Serum is made up of two main wavetable oscillators, a noise generator, and a sub-oscillator. Controls are available for morphing between wavetables and there’s even an option to import your own using the handy built-in external audio function.
Couple that with the filter section (Featuring all of the filters available in LFOTool) and a collection of 10 rack effects with plenty of routing and automation options and you have a truly unique and versatile wavetable synthesizer.
Serum’s high-quality wavetable synthesis is some of the cleanest and noticeably higher fidelity than other similar plugins on the market but just be aware that this does processing does come at a cost. Users with lower-end systems should try out the demo to make sure the plugin performs nicely in a session before biting the bullet.
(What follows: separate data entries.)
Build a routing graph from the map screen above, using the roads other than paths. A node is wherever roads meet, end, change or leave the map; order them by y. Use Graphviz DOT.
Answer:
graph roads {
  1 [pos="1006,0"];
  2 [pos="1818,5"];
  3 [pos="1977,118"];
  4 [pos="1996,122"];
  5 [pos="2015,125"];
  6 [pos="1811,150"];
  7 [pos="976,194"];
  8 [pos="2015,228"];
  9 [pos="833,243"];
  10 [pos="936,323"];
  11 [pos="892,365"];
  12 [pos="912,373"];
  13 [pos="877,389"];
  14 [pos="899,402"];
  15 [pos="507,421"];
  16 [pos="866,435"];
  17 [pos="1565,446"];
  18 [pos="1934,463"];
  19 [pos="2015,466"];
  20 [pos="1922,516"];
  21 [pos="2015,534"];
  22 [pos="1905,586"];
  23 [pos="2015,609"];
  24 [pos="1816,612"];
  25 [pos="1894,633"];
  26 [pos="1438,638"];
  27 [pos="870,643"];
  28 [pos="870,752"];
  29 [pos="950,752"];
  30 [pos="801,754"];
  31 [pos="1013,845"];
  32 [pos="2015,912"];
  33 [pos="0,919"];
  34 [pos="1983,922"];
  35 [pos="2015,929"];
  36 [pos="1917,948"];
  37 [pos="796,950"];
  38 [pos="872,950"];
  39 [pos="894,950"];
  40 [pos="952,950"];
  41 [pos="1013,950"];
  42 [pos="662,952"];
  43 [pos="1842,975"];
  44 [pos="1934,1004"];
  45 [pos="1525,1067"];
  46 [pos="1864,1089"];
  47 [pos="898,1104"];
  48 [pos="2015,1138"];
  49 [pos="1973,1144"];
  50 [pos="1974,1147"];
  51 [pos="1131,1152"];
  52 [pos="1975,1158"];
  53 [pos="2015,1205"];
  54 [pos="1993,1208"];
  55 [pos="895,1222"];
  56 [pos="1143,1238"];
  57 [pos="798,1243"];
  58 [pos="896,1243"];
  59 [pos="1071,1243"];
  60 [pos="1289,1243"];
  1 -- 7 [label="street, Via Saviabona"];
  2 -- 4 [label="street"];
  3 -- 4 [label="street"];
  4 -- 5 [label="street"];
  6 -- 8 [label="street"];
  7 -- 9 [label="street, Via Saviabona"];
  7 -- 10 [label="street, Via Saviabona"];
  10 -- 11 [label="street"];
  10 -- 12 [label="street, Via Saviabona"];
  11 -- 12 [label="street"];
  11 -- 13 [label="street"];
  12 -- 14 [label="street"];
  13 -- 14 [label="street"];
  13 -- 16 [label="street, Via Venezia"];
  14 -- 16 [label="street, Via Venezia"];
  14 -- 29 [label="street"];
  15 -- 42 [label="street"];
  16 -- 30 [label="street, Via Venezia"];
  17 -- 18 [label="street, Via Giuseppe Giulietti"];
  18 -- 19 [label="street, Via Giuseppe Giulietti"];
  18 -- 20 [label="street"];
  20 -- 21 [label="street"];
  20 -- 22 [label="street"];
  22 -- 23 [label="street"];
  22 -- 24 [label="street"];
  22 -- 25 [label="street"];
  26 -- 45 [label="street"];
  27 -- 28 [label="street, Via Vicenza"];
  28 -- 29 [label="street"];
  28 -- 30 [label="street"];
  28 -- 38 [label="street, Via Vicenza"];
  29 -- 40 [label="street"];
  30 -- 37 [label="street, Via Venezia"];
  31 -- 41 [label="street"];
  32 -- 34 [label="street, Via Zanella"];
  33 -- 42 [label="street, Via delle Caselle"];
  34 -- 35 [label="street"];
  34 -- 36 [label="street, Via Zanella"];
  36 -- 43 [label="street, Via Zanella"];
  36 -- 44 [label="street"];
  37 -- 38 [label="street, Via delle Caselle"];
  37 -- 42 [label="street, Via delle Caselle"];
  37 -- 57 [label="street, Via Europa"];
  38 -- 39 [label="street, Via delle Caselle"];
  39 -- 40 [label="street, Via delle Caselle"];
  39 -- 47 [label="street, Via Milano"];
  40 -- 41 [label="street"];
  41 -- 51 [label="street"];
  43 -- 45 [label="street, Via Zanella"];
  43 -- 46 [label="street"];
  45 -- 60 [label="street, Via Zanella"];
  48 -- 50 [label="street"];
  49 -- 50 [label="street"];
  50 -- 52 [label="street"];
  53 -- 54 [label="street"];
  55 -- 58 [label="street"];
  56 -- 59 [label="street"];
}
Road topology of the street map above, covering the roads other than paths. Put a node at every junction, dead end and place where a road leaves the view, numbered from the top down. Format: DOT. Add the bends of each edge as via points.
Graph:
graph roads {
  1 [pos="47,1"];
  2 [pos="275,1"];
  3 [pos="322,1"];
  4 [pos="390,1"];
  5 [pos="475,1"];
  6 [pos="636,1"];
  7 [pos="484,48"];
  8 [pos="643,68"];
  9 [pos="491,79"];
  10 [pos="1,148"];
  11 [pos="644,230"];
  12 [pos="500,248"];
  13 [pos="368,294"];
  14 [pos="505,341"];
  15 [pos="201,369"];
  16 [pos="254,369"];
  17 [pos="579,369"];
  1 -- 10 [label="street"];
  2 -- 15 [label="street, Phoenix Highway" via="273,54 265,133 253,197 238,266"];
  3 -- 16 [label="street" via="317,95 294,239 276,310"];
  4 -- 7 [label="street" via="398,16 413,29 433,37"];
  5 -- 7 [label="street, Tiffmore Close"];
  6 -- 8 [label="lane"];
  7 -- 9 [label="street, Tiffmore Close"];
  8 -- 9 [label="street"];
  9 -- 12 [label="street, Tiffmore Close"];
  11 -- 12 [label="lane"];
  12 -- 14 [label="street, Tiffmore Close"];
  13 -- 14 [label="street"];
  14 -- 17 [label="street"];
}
Serum is offered in VST, AU, and AAX 64bit formats and comes with a huge assortment of presets and wavetables right out of the gate. Still not convinced? Try their (admittedly stingy) 15-minute trial and see what all the fuss is about!
Reaktor is an absolute beast of a plugin, and recent versions are much improved over the previously clunky and confusing interface of the previous iterations. It’s like Lego for synthesizers, with a unique node-based interface that shares a lot of similarities with other Native Instruments plugins. You could literally spend hours assembling your dream synthesizer, adding, and adjusting all the parts of your synthesizer in meticulous detail. No other plugin on the market really allows you to delve so deeply into the inner-workings of a synthesizer quite like Reaktor, and that’s before we talk about how flexible the interface creation and MIDI control tools are! There’s also an online scene of musicians constantly sharing and uploading their creations for others to download and play about with.
The big new feature with Reaktor 6 are ‘Blocks’ – modular virtual rack effects that can be dragged and dropped into existing patches and connected up as easily as any other module in the Reaktor interface. There’s a great mix of blocks from the barebones oscillators, VCA, and LFO generators to more exotic emulations of popular euro rack effects. These all integrate into the existing Reaktor workflow and further help push the plugin further and further in the wild unknowns.
Patches can be uploaded and shared onto the internet with other users in the community. This is a great opportunity for trying out new and interesting synthesizers for free but is also very useful for picking apart the synthesizers inside Reaktor to see what makes them tick and, more importantly, learn from other users and figure out how to further improve your own synthesizers.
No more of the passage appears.